# Task objective
The listing is to be reproduced in full, with no character altered.

------------------------------------------------

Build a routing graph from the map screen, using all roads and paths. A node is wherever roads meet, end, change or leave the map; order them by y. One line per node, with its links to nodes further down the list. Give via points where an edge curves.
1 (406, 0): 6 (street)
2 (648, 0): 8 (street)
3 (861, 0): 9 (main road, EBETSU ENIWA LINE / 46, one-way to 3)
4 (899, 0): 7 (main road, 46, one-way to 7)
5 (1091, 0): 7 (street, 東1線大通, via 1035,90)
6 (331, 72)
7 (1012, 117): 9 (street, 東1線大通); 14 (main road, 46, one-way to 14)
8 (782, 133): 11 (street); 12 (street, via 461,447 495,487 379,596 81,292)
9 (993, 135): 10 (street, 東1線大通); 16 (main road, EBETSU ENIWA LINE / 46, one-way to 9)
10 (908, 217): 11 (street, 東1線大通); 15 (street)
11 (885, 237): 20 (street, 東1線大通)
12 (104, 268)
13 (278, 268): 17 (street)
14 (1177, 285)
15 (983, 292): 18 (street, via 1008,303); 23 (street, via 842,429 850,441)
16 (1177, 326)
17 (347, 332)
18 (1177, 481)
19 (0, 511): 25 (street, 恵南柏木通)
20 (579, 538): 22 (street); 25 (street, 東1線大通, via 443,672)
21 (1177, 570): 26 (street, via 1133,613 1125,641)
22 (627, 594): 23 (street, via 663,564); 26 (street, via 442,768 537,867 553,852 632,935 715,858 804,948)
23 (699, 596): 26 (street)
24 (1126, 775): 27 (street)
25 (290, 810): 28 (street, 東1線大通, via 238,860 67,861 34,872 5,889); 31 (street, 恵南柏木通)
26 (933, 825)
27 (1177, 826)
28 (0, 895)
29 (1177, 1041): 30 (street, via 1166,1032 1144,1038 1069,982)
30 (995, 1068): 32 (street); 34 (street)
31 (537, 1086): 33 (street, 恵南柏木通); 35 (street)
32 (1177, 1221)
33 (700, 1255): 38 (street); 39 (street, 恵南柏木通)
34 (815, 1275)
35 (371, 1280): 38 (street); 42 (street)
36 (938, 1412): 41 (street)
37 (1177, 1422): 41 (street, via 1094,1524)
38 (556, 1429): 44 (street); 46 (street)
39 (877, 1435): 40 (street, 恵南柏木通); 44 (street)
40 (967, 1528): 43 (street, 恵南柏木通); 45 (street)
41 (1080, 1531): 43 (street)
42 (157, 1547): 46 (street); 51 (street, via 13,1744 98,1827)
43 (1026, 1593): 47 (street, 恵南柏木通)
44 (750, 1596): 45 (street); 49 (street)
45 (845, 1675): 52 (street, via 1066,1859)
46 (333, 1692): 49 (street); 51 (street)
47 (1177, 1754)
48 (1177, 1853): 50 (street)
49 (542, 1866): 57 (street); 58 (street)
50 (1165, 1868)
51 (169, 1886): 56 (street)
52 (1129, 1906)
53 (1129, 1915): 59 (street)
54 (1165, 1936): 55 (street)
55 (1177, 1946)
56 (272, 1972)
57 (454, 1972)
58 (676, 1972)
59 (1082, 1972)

------------------------------------------------

# Result below
Build a routing graph from the map screen, using all roads and paths. A node is wherever roads meet, end, change or leave the map; order them by y. One line per node, with its links to nodes further down the list. Give via points where an edge curves.
1 (406, 0): 6 (street)
2 (648, 0): 8 (street)
3 (861, 0): 9 (main road, EBETSU ENIWA LINE / 46, one-way to 3)
4 (899, 0): 7 (main road, 46, one-way to 7)
5 (1091, 0): 7 (street, 東1線大通, via 1035,90)
6 (331, 72)
7 (1012, 117): 9 (street, 東1線大通); 14 (main road, 46, one-way to 14)
8 (782, 133): 11 (street); 12 (street, via 461,447 495,487 379,596 81,292)
9 (993, 135): 10 (street, 東1線大通); 16 (main road, EBETSU ENIWA LINE / 46, one-way to 9)
10 (908, 217): 11 (street, 東1線大通); 15 (street)
11 (885, 237): 20 (street, 東1線大通)
12 (104, 268)
13 (278, 268): 17 (street)
14 (1177, 285)
15 (983, 292): 18 (street, via 1008,303); 23 (street, via 842,429 850,441)
16 (1177, 326)
17 (347, 332)
18 (1177, 481)
19 (0, 511): 25 (street, 恵南柏木通)
20 (579, 538): 22 (street); 25 (street, 東1線大通, via 443,672)
21 (1177, 570): 26 (street, via 1133,613 1125,641)
22 (627, 594): 23 (street, via 663,564); 26 (street, via 442,768 537,867 553,852 632,935 715,858 804,948)
23 (699, 596): 26 (street)
24 (1126, 775): 27 (street)
25 (290, 810): 28 (street, 東1線大通, via 238,860 67,861 34,872 5,889); 31 (street, 恵南柏木通)
26 (933, 825)
27 (1177, 826)
28 (0, 895)
29 (1177, 1041): 30 (street, via 1166,1032 1144,1038 1069,982)
30 (995, 1068): 32 (street); 34 (street)
31 (537, 1086): 33 (street, 恵南柏木通); 35 (street)
32 (1177, 1221)
33 (700, 1255): 38 (street); 39 (street, 恵南柏木通)
34 (815, 1275)
35 (371, 1280): 38 (street); 42 (street)
36 (938, 1412): 41 (street)
37 (1177, 1422): 41 (street, via 1094,1524)
38 (556, 1429): 44 (street); 46 (street)
39 (877, 1435): 40 (street, 恵南柏木通); 44 (street)
40 (967, 1528): 43 (street, 恵南柏木通); 45 (street)
41 (1080, 1531): 43 (street)
42 (157, 1547): 46 (street); 51 (street, via 13,1744 98,1827)
43 (1026, 1593): 47 (street, 恵南柏木通)
44 (750, 1596): 45 (street); 49 (street)
45 (845, 1675): 52 (street, via 1066,1859)
46 (333, 1692): 49 (street); 51 (street)
47 (1177, 1754)
48 (1177, 1853): 50 (street)
49 (542, 1866): 57 (street); 58 (street)
50 (1165, 1868)
51 (169, 1886): 56 (street)
52 (1129, 1906)
53 (1129, 1915): 59 (street)
54 (1165, 1936): 55 (street)
55 (1177, 1946)
56 (272, 1972)
57 (454, 1972)
58 (676, 1972)
59 (1082, 1972)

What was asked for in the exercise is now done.